Sosok-sosok inilah yang kemudian akan membuat sebuah Jama’ah atau kelompok yang pada materi-materi sebelumnya disebut sebagai *_”Islamic Creative Minority”_*.

Islamic Creative Minority, yaitu sekelompok Mujahid Islam yang memiliki 4 buah karakter hebat ini, akan bertugas untuk menggagas munculnya ide-ide kreatif yang bisa dipergunakan sebagai jawaban atas tantangan-tantangan yang dihadapi serta untuk mengadakan pendekatan terhadap kelompok-kelompok Islam agar tercipta Persatuan Islam dengan tujuan tegaknya Peradaban Islam yang diidam-idamkan.



PENUTUP

Faktor penghambat terbentuknya Persatuan Islam:
1. Gangguan dari negara yang memusuhi Islam.
2. Tekanan dari kaum Muslimin sendiri.
3. Pengaruh pemikiran dari berbagai paham ideologi.
4. Adanya kelompok-kelompok dalam Islam.

Faktor pendukung terbentuknya Persatuan Islam:
1. Keinginan umat Islam untuk meraih kembali kejayaan Islam yang agung.
2. Adanya sinyalemen atau berita gembira dari Allah akan datangnya persatuan setelah perselisihan yang terjadi.

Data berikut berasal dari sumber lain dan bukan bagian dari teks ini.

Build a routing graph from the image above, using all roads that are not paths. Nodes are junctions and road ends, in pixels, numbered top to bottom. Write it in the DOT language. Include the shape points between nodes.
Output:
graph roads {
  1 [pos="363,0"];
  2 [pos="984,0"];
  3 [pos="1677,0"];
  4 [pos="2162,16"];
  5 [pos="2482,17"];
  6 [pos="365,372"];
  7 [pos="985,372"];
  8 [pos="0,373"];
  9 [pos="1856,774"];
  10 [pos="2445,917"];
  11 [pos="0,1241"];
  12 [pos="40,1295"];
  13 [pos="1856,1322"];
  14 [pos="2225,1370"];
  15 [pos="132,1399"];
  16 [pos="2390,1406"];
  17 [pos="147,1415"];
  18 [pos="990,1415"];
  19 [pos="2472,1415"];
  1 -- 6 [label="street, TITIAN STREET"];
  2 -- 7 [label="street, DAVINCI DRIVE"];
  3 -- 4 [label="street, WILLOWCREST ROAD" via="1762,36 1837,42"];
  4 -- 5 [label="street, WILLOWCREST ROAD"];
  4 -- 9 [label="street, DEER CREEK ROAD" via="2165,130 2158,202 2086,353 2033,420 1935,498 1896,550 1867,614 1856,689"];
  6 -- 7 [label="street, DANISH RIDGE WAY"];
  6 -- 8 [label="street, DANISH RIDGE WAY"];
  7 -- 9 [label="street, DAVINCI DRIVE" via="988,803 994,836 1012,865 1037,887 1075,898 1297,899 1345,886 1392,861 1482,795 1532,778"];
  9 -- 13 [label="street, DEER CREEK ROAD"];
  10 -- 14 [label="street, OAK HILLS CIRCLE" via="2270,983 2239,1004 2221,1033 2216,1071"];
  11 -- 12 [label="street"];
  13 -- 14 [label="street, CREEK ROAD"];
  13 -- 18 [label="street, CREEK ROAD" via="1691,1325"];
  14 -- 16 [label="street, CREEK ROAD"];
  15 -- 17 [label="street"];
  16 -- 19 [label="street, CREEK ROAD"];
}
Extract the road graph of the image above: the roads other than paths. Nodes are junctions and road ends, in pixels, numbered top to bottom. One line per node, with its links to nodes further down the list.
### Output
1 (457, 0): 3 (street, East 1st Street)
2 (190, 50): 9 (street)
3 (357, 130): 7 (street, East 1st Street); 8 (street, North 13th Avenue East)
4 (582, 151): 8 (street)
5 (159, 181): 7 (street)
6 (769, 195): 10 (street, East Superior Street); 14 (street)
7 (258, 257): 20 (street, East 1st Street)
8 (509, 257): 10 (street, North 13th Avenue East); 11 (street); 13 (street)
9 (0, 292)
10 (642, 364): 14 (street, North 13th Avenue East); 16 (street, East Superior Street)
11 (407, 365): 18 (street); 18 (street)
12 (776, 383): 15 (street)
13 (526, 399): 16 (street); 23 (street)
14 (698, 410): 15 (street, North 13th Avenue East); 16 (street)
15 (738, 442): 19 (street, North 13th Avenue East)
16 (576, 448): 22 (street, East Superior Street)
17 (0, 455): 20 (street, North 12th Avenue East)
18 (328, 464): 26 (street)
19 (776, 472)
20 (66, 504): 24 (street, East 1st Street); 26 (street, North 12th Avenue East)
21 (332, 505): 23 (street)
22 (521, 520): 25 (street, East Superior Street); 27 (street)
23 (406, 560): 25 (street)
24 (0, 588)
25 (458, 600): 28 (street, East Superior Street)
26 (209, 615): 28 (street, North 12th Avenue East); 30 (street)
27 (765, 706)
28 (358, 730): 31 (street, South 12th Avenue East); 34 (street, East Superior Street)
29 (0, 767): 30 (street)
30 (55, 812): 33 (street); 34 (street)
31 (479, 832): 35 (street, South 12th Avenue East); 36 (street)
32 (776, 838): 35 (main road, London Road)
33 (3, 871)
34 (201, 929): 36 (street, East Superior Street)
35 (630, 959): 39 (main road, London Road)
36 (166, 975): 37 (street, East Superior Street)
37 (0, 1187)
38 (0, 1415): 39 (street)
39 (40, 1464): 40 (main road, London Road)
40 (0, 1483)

Untuk mewujudkan Persatuan Islam sebagai sarana untuk membangkitkan kembali Peradaban Islam, dibutuhkan sosok-sosok handal yang memiliki karakter hebat sebagai tameng dari umat Islam dalam menghadapi serangan dari musuh-musuh Islam. Sosok handal tersebut terdapat pada Mujahid Islam.

Peran Mujahid Islam dalam menginisiasi terbentuknya Persatuan Islam:
1. Melakukan pendekatan terhadap kelompok-kelompok dalam Islam agar bisa dicapai suatu kesepakatan bersama untuk menyatukan perjuangan.
2. Merumuskan dan menentukan musuh bersama (common enemy).
3. Mengadakan pembicaraan dan musyawarah untuk membuat agenda perjuangan yang akan dipakai sebagai guidance.
4. Membimbing umat Islam untuk menjalani agenda perjuangan.

Mujahid Islam kemudian membentuk kelompok yang disebut Islamic Creative Minority, yang bertugas untuk menggagas munculnya ide-ide kreatif yang bisa dipergunakan sebagai jawaban atas tantangan-tantangan yang dihadapi agar tercipta Persatuan Islam dengan tujuan tegaknya Peradaban Islam yang diidam-idamkan.

Oleh: Christiono
Dosol UNIOL 4.0 DIPONOROGO
 
Pustaka
1. Prof. Dr. Suteki, S. H., M. Hum., "Jihad Politik Umat Islam”, 25 September 2019.
2. Mustafa Kamal, "Tadabbur Qur’an Ali Imran 103, Wajibnya Berjamaah” minanews.net, 28 Mei 2019.
3. Desy Farilasandi, “Ideologi” Kompasiana, 25 Oktober 2019.
4. Ibnu Fatih, "Sunni-Syi’ah Dalam Naungan Khilafah”, ibnufatih.wordpress.com, 5 Agustus 2010.
5. Syaikh Ali Hasan, “Persatuan Dalam Islam”, almanhaj.or.id, 9 Februari 2010.